BEGIN Data excerpts

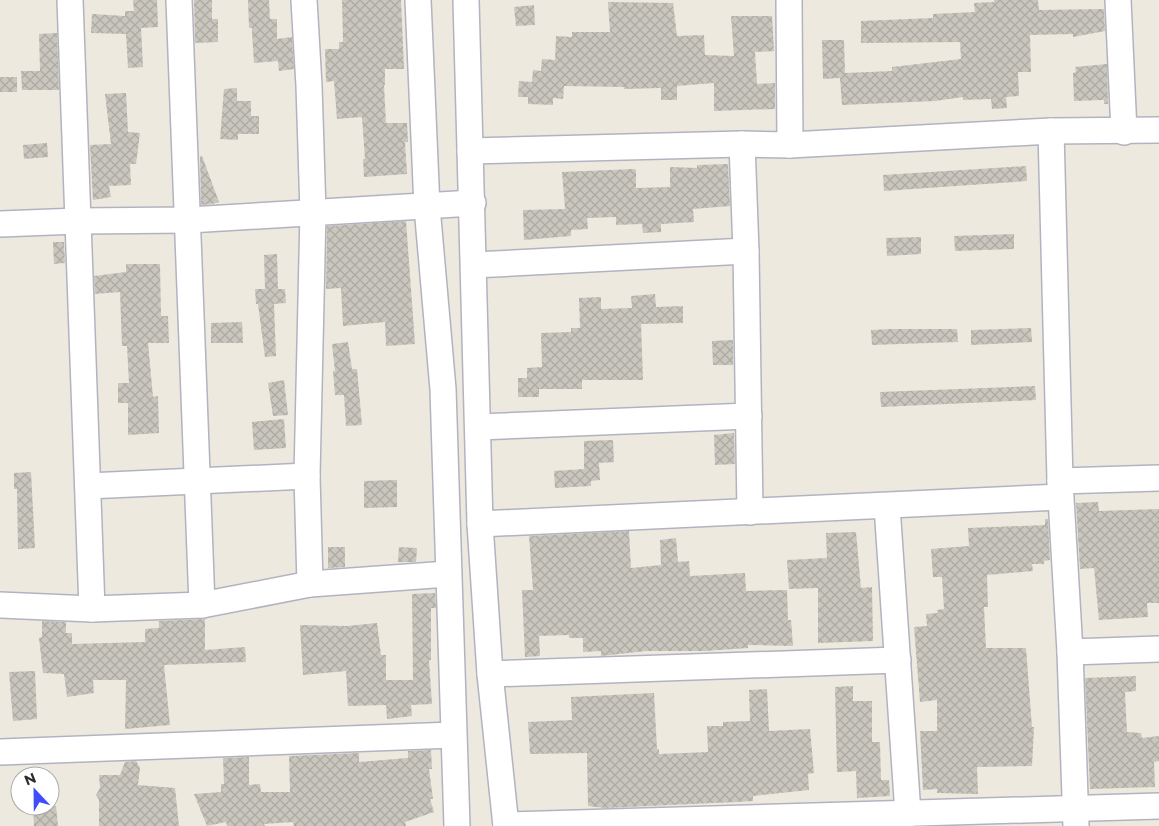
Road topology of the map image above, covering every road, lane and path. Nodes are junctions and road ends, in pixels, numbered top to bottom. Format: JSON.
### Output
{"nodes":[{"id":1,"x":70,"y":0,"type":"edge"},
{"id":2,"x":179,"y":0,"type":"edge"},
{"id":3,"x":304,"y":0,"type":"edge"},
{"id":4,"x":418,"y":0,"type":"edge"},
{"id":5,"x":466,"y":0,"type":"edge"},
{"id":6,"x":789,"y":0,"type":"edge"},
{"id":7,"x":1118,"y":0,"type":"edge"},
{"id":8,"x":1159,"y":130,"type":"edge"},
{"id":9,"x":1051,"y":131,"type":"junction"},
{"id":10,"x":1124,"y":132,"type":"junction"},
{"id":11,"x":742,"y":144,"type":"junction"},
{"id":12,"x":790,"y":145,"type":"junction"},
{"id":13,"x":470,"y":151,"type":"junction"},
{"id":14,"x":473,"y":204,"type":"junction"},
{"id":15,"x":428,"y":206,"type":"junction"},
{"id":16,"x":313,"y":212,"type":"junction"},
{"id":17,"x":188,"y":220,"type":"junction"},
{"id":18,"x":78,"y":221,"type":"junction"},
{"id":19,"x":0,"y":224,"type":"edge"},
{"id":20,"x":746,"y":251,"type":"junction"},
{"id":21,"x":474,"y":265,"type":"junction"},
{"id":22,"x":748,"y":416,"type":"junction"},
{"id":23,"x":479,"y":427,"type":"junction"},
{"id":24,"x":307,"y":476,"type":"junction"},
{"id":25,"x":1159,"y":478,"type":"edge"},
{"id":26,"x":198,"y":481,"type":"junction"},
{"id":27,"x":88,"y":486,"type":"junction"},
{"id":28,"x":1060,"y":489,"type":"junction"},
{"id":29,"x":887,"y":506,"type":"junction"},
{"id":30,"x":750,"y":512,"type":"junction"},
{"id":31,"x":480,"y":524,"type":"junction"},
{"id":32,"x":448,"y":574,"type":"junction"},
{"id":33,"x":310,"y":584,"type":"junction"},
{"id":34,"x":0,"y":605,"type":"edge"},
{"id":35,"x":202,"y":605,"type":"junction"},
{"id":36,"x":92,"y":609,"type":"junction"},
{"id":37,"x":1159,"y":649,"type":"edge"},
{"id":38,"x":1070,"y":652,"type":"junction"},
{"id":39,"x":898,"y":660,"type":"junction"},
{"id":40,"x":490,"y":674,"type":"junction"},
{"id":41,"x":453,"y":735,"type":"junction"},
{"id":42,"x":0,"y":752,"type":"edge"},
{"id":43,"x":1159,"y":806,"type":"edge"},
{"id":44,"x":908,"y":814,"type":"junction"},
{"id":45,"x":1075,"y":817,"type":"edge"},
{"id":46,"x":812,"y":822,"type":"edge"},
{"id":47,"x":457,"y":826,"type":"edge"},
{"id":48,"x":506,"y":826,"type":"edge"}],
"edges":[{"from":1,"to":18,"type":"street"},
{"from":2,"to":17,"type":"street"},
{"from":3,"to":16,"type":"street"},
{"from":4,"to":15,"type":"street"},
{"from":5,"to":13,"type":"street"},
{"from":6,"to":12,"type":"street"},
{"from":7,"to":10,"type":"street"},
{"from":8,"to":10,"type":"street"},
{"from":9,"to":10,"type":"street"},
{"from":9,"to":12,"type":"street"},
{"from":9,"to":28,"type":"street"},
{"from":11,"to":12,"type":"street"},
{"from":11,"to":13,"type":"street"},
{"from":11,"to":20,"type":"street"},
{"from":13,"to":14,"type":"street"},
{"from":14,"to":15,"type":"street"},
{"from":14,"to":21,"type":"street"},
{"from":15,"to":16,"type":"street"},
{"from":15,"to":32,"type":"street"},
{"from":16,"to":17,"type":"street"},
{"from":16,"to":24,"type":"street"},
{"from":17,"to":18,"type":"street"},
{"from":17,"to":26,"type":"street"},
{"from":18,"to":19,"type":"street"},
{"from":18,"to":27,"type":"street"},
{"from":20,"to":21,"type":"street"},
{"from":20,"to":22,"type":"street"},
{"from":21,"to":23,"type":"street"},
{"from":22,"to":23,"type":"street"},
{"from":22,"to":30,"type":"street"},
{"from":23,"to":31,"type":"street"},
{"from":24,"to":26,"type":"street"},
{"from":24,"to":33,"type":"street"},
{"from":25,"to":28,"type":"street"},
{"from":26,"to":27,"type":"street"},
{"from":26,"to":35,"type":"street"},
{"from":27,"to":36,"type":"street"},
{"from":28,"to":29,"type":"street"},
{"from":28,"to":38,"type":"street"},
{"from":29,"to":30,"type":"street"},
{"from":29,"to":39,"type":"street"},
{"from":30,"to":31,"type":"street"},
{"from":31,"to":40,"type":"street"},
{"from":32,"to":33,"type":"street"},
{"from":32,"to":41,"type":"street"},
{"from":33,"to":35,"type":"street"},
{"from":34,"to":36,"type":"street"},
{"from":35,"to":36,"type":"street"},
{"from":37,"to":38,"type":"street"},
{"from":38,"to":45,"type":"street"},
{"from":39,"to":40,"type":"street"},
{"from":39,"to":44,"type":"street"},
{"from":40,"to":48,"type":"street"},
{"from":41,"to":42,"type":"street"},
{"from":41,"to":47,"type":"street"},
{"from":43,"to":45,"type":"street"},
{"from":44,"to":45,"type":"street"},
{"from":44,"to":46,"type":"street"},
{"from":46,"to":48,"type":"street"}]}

END Data excerpts

Task instructions:
Could you repeat the data exactly, omitting its pictures?

Written solution:
Road topology of the map image above, covering every road, lane and path. Nodes are junctions and road ends, in pixels, numbered top to bottom. Format: JSON.
### Output
{"nodes":[{"id":1,"x":70,"y":0,"type":"edge"},
{"id":2,"x":179,"y":0,"type":"edge"},
{"id":3,"x":304,"y":0,"type":"edge"},
{"id":4,"x":418,"y":0,"type":"edge"},
{"id":5,"x":466,"y":0,"type":"edge"},
{"id":6,"x":789,"y":0,"type":"edge"},
{"id":7,"x":1118,"y":0,"type":"edge"},
{"id":8,"x":1159,"y":130,"type":"edge"},
{"id":9,"x":1051,"y":131,"type":"junction"},
{"id":10,"x":1124,"y":132,"type":"junction"},
{"id":11,"x":742,"y":144,"type":"junction"},
{"id":12,"x":790,"y":145,"type":"junction"},
{"id":13,"x":470,"y":151,"type":"junction"},
{"id":14,"x":473,"y":204,"type":"junction"},
{"id":15,"x":428,"y":206,"type":"junction"},
{"id":16,"x":313,"y":212,"type":"junction"},
{"id":17,"x":188,"y":220,"type":"junction"},
{"id":18,"x":78,"y":221,"type":"junction"},
{"id":19,"x":0,"y":224,"type":"edge"},
{"id":20,"x":746,"y":251,"type":"junction"},
{"id":21,"x":474,"y":265,"type":"junction"},
{"id":22,"x":748,"y":416,"type":"junction"},
{"id":23,"x":479,"y":427,"type":"junction"},
{"id":24,"x":307,"y":476,"type":"junction"},
{"id":25,"x":1159,"y":478,"type":"edge"},
{"id":26,"x":198,"y":481,"type":"junction"},
{"id":27,"x":88,"y":486,"type":"junction"},
{"id":28,"x":1060,"y":489,"type":"junction"},
{"id":29,"x":887,"y":506,"type":"junction"},
{"id":30,"x":750,"y":512,"type":"junction"},
{"id":31,"x":480,"y":524,"type":"junction"},
{"id":32,"x":448,"y":574,"type":"junction"},
{"id":33,"x":310,"y":584,"type":"junction"},
{"id":34,"x":0,"y":605,"type":"edge"},
{"id":35,"x":202,"y":605,"type":"junction"},
{"id":36,"x":92,"y":609,"type":"junction"},
{"id":37,"x":1159,"y":649,"type":"edge"},
{"id":38,"x":1070,"y":652,"type":"junction"},
{"id":39,"x":898,"y":660,"type":"junction"},
{"id":40,"x":490,"y":674,"type":"junction"},
{"id":41,"x":453,"y":735,"type":"junction"},
{"id":42,"x":0,"y":752,"type":"edge"},
{"id":43,"x":1159,"y":806,"type":"edge"},
{"id":44,"x":908,"y":814,"type":"junction"},
{"id":45,"x":1075,"y":817,"type":"edge"},
{"id":46,"x":812,"y":822,"type":"edge"},
{"id":47,"x":457,"y":826,"type":"edge"},
{"id":48,"x":506,"y":826,"type":"edge"}],
"edges":[{"from":1,"to":18,"type":"street"},
{"from":2,"to":17,"type":"street"},
{"from":3,"to":16,"type":"street"},
{"from":4,"to":15,"type":"street"},
{"from":5,"to":13,"type":"street"},
{"from":6,"to":12,"type":"street"},
{"from":7,"to":10,"type":"street"},
{"from":8,"to":10,"type":"street"},
{"from":9,"to":10,"type":"street"},
{"from":9,"to":12,"type":"street"},
{"from":9,"to":28,"type":"street"},
{"from":11,"to":12,"type":"street"},
{"from":11,"to":13,"type":"street"},
{"from":11,"to":20,"type":"street"},
{"from":13,"to":14,"type":"street"},
{"from":14,"to":15,"type":"street"},
{"from":14,"to":21,"type":"street"},
{"from":15,"to":16,"type":"street"},
{"from":15,"to":32,"type":"street"},
{"from":16,"to":17,"type":"street"},
{"from":16,"to":24,"type":"street"},
{"from":17,"to":18,"type":"street"},
{"from":17,"to":26,"type":"street"},
{"from":18,"to":19,"type":"street"},
{"from":18,"to":27,"type":"street"},
{"from":20,"to":21,"type":"street"},
{"from":20,"to":22,"type":"street"},
{"from":21,"to":23,"type":"street"},
{"from":22,"to":23,"type":"street"},
{"from":22,"to":30,"type":"street"},
{"from":23,"to":31,"type":"street"},
{"from":24,"to":26,"type":"street"},
{"from":24,"to":33,"type":"street"},
{"from":25,"to":28,"type":"street"},
{"from":26,"to":27,"type":"street"},
{"from":26,"to":35,"type":"street"},
{"from":27,"to":36,"type":"street"},
{"from":28,"to":29,"type":"street"},
{"from":28,"to":38,"type":"street"},
{"from":29,"to":30,"type":"street"},
{"from":29,"to":39,"type":"street"},
{"from":30,"to":31,"type":"street"},
{"from":31,"to":40,"type":"street"},
{"from":32,"to":33,"type":"street"},
{"from":32,"to":41,"type":"street"},
{"from":33,"to":35,"type":"street"},
{"from":34,"to":36,"type":"street"},
{"from":35,"to":36,"type":"street"},
{"from":37,"to":38,"type":"street"},
{"from":38,"to":45,"type":"street"},
{"from":39,"to":40,"type":"street"},
{"from":39,"to":44,"type":"street"},
{"from":40,"to":48,"type":"street"},
{"from":41,"to":42,"type":"street"},
{"from":41,"to":47,"type":"street"},
{"from":43,"to":45,"type":"street"},
{"from":44,"to":45,"type":"street"},
{"from":44,"to":46,"type":"street"},
{"from":46,"to":48,"type":"street"}]}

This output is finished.